Items from a dataset:

┌──

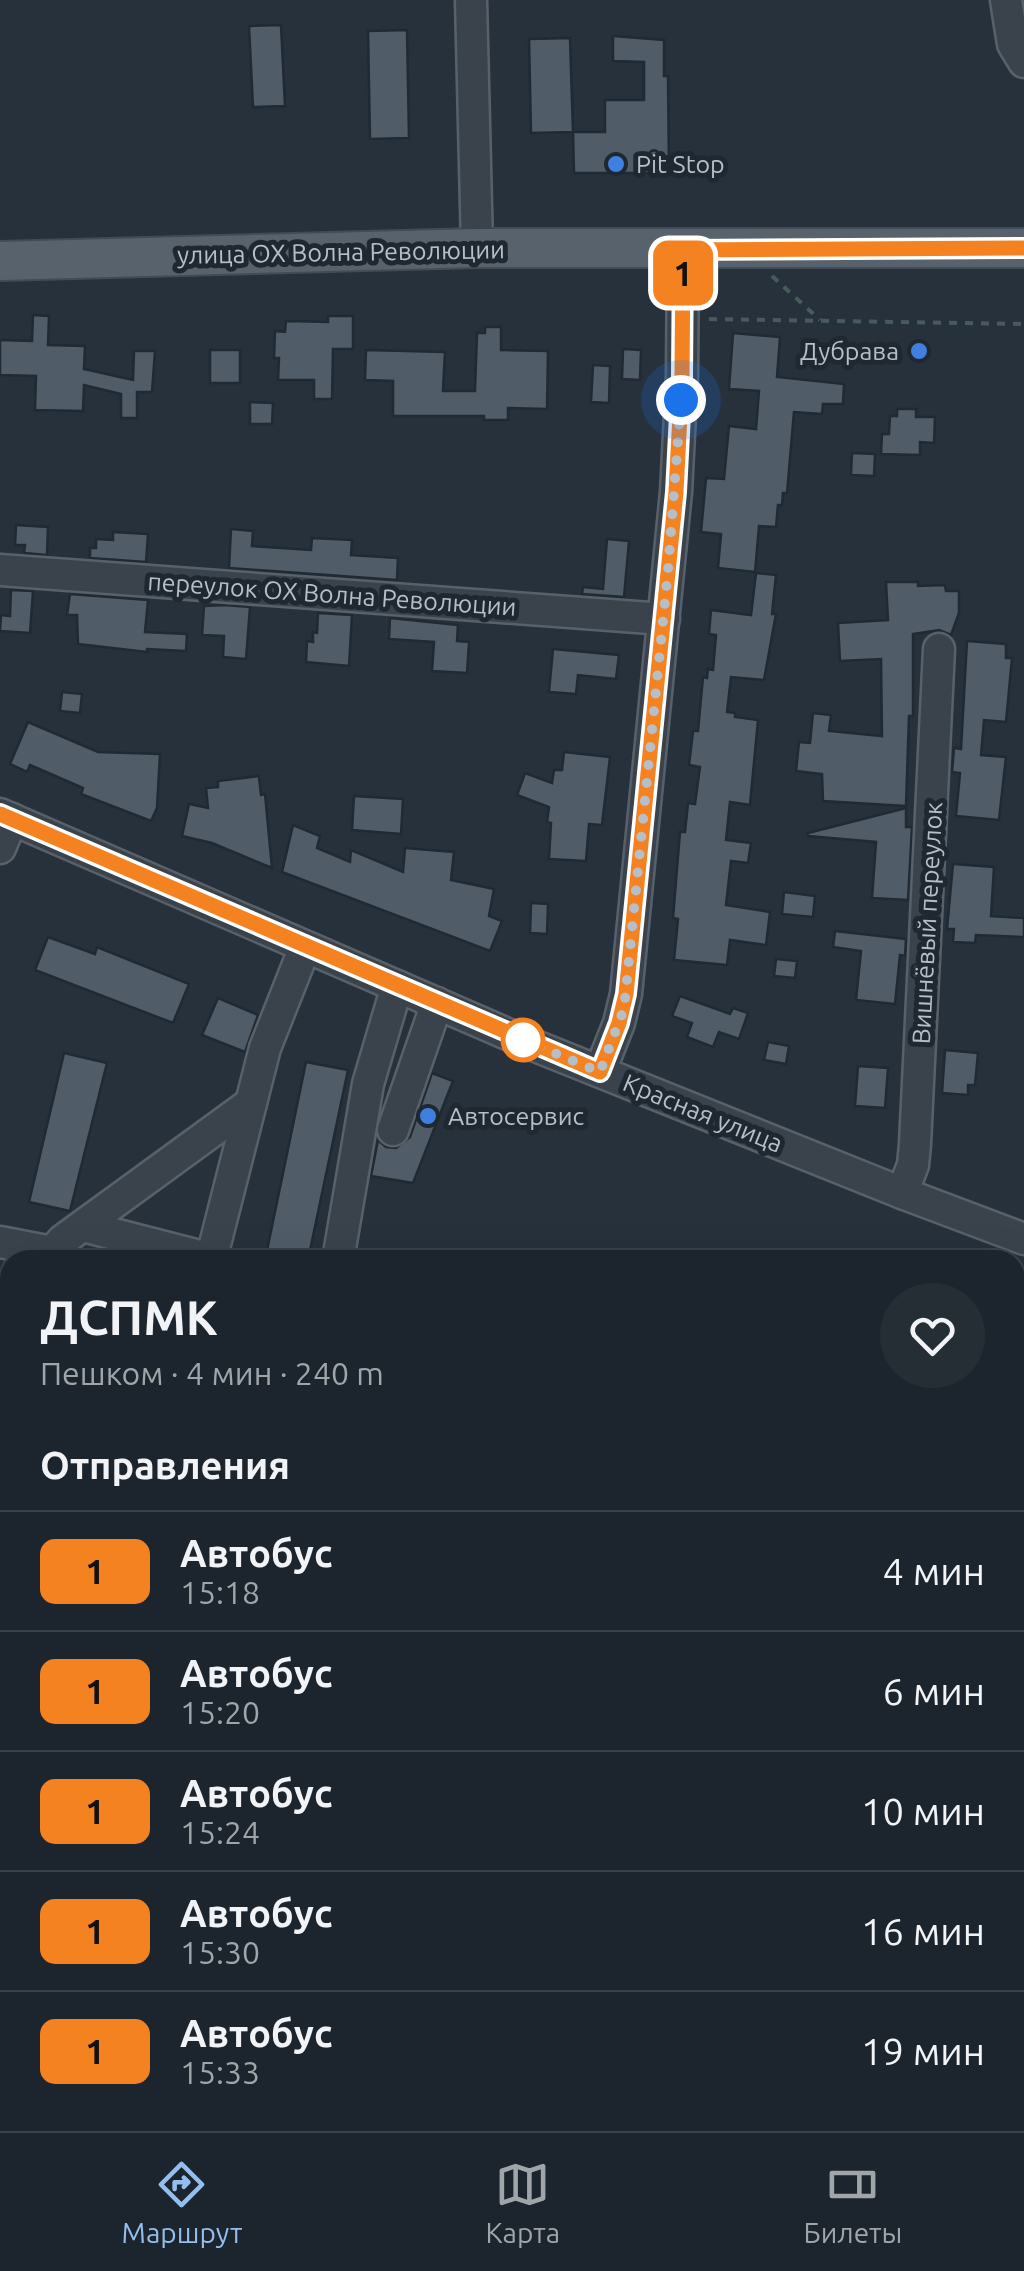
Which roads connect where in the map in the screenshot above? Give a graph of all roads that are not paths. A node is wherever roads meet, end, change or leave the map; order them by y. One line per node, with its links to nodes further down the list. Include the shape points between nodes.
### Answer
1 (471, 0): 4 (street)
2 (1006, 0): 3 (street, via 1013,44)
3 (1024, 62)
4 (477, 248): 6 (main road, улица ОХ Волна Революции); 7 (main road, улица ОХ Волна Революции)
5 (1024, 248): 6 (main road, улица ОХ Волна Революции)
6 (683, 250): 9 (street, via 680,423)
7 (0, 261)
8 (0, 570): 9 (street, переулок ОХ Волна Революции)
9 (664, 619): 16 (street, via 626,994)
10 (939, 650): 19 (street, Вишнёвый переулок, via 916,1144)
11 (6, 816): 12 (street); 13 (street, Красная улица)
12 (0, 848)
13 (305, 948): 14 (street, Красная улица); 17 (street)
14 (397, 986): 15 (street, Красная улица); 27 (street, via 368,1084)
15 (437, 1002): 16 (street, Красная улица); 18 (street)
16 (600, 1072): 19 (street, Красная улица)
17 (251, 1103): 20 (street); 26 (street)
18 (393, 1130)
19 (902, 1193): 21 (street, Красная улица)
20 (83, 1226): 24 (street); 25 (street)
21 (1024, 1239)
22 (0, 1242): 23 (street)
23 (29, 1250)
24 (57, 1250)
25 (173, 1250)
26 (214, 1250)
27 (340, 1250)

└──

TASK TO COMPLETE →
Output the data above in full. Skip every picture.

EXERCISE ANSWER →
Which roads connect where in the map in the screenshot above? Give a graph of all roads that are not paths. A node is wherever roads meet, end, change or leave the map; order them by y. One line per node, with its links to nodes further down the list. Include the shape points between nodes.
### Answer
1 (471, 0): 4 (street)
2 (1006, 0): 3 (street, via 1013,44)
3 (1024, 62)
4 (477, 248): 6 (main road, улица ОХ Волна Революции); 7 (main road, улица ОХ Волна Революции)
5 (1024, 248): 6 (main road, улица ОХ Волна Революции)
6 (683, 250): 9 (street, via 680,423)
7 (0, 261)
8 (0, 570): 9 (street, переулок ОХ Волна Революции)
9 (664, 619): 16 (street, via 626,994)
10 (939, 650): 19 (street, Вишнёвый переулок, via 916,1144)
11 (6, 816): 12 (street); 13 (street, Красная улица)
12 (0, 848)
13 (305, 948): 14 (street, Красная улица); 17 (street)
14 (397, 986): 15 (street, Красная улица); 27 (street, via 368,1084)
15 (437, 1002): 16 (street, Красная улица); 18 (street)
16 (600, 1072): 19 (street, Красная улица)
17 (251, 1103): 20 (street); 26 (street)
18 (393, 1130)
19 (902, 1193): 21 (street, Красная улица)
20 (83, 1226): 24 (street); 25 (street)
21 (1024, 1239)
22 (0, 1242): 23 (street)
23 (29, 1250)
24 (57, 1250)
25 (173, 1250)
26 (214, 1250)
27 (340, 1250)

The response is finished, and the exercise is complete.